A 6-pack placed in a conventional refrigerator will cool to a satisfactory temperature, but not before the patient is dead. The fastest way to cool the beer is to take a big bowl, fill with ice and add a generous scoop of salt*, or some pure alcohol if you don't think you'll need that later. Now you add a single beer and spin it. There's a few things going on here. 1st, the bowl of salty-icy water has much better specific heat capacity and density than air increasing thermal conductivity with the beer container**. 2nd, the presence of salt has significantly depressed the freezing point of water. So now you have a liquid that perfectly contacts the entire surface of the container and it's several degrees below 0°C. Next, you have the ice.
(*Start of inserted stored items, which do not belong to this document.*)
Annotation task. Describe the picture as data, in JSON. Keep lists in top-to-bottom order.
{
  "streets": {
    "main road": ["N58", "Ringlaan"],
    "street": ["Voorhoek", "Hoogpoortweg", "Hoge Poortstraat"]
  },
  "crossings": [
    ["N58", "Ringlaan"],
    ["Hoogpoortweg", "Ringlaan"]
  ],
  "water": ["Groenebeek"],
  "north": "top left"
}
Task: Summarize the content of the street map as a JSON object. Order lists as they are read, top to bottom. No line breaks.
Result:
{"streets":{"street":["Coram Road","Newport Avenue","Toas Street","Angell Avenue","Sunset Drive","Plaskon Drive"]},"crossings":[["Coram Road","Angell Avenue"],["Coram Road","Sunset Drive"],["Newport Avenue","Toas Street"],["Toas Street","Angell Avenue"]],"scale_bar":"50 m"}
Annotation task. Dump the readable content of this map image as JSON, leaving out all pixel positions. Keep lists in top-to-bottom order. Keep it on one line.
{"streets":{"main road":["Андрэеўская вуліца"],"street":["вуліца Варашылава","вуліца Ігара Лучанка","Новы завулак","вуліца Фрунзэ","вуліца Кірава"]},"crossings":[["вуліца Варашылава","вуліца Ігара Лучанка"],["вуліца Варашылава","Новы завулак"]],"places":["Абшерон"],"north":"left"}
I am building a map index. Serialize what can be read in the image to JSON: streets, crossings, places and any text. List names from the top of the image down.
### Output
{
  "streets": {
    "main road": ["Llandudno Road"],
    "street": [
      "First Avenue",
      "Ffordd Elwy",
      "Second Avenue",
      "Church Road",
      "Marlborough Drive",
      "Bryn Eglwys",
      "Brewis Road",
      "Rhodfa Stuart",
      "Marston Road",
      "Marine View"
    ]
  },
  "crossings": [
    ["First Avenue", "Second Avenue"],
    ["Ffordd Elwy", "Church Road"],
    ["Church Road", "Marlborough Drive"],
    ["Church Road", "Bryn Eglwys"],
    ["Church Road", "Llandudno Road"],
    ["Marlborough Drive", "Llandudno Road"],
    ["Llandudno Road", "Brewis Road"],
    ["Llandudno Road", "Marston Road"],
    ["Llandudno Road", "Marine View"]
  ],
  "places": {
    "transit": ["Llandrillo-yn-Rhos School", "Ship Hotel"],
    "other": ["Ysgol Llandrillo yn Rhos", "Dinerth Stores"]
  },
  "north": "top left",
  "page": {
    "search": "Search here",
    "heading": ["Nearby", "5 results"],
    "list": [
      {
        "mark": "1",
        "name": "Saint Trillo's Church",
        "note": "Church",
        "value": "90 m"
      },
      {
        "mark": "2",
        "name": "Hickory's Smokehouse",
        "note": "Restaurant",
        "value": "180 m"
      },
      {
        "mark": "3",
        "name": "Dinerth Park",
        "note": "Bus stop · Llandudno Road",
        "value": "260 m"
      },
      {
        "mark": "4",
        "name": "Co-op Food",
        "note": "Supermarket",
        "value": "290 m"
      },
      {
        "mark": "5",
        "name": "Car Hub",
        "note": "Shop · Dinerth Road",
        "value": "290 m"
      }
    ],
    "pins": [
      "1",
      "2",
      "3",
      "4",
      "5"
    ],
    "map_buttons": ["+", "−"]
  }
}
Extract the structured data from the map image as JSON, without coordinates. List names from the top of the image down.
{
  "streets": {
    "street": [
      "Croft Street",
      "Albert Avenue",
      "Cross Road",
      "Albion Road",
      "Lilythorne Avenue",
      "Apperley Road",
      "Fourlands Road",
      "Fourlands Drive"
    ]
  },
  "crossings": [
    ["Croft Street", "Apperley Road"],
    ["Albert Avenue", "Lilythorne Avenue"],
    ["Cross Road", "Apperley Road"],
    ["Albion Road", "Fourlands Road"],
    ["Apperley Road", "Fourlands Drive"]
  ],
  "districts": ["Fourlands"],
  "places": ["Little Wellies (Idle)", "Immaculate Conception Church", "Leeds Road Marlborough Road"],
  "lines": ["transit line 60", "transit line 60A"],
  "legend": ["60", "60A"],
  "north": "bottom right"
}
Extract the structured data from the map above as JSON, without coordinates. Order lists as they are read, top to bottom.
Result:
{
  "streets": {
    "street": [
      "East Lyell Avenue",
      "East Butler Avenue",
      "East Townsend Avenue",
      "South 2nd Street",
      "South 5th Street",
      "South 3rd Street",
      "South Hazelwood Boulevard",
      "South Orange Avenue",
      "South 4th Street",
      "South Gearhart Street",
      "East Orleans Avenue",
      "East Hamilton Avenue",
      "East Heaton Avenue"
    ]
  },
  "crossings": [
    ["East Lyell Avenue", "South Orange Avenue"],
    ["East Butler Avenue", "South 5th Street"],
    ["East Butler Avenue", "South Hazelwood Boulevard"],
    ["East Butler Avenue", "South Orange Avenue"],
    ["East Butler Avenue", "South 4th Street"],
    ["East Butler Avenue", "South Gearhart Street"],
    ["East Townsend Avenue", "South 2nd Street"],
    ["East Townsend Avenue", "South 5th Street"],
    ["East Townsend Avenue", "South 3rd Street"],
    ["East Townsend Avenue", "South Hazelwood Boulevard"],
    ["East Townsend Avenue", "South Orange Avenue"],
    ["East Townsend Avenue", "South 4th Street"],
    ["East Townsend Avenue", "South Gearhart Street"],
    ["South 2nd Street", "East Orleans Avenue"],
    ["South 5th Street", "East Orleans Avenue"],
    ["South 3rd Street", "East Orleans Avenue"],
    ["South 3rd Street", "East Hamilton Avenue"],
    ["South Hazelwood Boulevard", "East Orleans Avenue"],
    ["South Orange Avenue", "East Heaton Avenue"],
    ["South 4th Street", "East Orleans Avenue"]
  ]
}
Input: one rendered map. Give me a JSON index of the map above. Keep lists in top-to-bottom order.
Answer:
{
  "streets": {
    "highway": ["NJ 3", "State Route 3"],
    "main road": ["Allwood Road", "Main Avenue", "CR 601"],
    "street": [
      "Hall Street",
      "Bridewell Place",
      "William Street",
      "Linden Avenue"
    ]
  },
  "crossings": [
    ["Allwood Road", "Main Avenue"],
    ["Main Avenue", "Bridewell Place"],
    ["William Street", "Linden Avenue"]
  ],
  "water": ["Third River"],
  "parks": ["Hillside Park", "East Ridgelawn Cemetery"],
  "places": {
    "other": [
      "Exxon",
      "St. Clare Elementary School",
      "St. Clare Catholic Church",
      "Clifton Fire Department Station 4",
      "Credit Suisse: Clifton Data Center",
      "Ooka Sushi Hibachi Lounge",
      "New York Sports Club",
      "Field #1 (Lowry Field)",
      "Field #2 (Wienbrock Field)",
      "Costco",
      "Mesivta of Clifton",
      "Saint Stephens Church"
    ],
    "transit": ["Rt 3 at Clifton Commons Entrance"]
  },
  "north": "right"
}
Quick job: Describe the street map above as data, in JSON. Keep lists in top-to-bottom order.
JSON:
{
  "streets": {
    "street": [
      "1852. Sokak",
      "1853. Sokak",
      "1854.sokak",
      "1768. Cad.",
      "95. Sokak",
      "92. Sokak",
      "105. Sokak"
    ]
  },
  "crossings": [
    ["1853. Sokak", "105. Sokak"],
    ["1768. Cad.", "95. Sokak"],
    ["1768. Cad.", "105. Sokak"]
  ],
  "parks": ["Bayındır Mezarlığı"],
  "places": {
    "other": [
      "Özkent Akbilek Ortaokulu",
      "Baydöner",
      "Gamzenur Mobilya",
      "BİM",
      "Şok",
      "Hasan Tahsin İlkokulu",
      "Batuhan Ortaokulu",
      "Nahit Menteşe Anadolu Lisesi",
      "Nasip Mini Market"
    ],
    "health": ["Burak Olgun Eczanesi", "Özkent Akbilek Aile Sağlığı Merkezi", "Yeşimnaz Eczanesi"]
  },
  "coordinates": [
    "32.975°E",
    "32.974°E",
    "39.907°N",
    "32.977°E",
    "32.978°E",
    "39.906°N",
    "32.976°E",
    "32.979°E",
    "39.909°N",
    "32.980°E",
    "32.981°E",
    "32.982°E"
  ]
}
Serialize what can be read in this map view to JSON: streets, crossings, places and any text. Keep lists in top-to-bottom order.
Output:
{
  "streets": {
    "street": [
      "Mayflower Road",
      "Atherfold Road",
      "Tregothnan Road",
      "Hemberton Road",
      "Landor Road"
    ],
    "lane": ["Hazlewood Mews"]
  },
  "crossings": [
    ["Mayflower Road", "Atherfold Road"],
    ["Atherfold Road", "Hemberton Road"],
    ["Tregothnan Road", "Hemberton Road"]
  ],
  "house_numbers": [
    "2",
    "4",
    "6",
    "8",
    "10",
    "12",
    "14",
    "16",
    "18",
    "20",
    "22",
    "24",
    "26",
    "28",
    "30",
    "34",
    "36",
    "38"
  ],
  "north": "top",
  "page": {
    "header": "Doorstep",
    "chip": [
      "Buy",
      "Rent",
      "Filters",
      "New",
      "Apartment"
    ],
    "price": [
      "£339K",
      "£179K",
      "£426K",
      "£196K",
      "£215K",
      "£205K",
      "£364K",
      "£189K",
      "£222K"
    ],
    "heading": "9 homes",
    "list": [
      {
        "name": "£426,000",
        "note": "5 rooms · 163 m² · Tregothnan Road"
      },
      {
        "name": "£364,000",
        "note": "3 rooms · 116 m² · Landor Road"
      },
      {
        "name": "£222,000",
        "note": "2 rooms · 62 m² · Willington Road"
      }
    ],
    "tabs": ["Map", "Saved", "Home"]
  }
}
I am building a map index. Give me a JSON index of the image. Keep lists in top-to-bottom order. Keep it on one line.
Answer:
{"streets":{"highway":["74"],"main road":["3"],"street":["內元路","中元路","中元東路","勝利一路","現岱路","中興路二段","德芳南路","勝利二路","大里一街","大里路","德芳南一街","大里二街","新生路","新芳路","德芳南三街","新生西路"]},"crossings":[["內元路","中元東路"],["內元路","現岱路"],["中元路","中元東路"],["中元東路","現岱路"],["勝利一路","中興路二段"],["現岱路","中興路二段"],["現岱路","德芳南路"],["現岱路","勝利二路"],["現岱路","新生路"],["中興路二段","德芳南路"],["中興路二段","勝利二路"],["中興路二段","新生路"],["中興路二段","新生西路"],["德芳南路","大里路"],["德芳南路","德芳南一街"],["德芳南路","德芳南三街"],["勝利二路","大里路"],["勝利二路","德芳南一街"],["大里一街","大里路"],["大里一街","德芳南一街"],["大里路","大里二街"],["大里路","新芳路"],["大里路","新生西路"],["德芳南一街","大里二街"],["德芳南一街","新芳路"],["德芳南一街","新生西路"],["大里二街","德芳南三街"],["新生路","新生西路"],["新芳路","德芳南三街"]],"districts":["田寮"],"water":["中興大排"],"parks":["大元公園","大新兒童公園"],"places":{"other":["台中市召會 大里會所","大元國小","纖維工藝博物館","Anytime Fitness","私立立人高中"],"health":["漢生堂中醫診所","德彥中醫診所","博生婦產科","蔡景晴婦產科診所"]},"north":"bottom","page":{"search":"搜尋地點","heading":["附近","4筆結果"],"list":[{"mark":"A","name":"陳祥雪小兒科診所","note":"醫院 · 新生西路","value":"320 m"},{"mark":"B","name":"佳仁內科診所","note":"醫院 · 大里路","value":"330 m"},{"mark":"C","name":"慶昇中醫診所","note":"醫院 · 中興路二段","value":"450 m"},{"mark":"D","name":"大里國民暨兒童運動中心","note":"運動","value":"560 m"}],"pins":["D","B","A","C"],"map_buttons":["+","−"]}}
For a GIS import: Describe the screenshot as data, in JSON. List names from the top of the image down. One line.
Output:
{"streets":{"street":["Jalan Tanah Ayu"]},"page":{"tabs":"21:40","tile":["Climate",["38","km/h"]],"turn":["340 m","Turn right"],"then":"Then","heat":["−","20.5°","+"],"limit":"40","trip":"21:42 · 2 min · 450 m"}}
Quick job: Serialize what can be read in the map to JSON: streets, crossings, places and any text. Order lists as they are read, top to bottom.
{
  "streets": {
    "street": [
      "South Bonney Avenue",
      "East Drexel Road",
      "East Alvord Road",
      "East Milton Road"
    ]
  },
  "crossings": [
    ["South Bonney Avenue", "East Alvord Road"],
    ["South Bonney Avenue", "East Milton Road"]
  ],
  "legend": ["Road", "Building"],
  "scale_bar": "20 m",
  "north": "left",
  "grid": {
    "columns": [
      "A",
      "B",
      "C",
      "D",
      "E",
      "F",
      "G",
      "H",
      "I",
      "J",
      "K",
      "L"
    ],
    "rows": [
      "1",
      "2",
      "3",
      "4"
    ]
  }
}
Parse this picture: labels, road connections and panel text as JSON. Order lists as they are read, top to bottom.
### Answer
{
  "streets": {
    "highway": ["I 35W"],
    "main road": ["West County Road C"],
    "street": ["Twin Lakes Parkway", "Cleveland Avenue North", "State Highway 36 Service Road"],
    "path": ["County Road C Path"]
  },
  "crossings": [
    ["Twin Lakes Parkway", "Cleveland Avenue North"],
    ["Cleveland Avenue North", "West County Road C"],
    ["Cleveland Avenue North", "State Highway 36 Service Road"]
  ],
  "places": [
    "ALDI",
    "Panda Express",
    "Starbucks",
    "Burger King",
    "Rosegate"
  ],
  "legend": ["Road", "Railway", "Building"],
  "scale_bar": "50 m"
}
The enthalpy of crystallization is huge. This is just a fancy way of saying that it takes a lot of energy to melt ice. In this context it means that as the beer cools down, it won't meaningfully increase the temperature of the water.

The easiest way to cool the beer is to place it in the freezer. Ideally arranged in a flat layer buried under layers of frozen peas etc. This works because the freezer is much colder than the refrigerator, ~-17°C*** or so. This works well, and patient treatment can commence in as little as 10 minutes, which is how long it takes to shower the grime off. Unfortunately, patients self-administering such treatment regimes leads to a 72.6% chance that one beer remains hidden under a bag of multi-color corn, where it will explode, leading to regret and bad language. So what to do?

Well, temperature sensors and control electronics are excellent and very cheap nowadays. So, inside the refrigerator is a compartment about the size of a large 6-pack. Let's be generous here, the patient will not appreciate the compartment if it doesn't work because Coors cans are very slightly taller than average. We place the 6-pack in the compartment and close the door. Then a soothing and obvious button with LED-illuminated: "rapid cool" is pressed. A surprisingly robust 12V fan then begins forcing air through the compartment at an almost concerning rate. The temperature sensor will sense beer-warmed air in the compartment exhaust and turn the LED illumination orange. 4°C isn't particularly cold for people born ~200 miles further north than Calgary. It's shorts weather. However, add a raging 50mph wind and you get cold fast. That's what we're doing here. It's a reverse air fryer for beer.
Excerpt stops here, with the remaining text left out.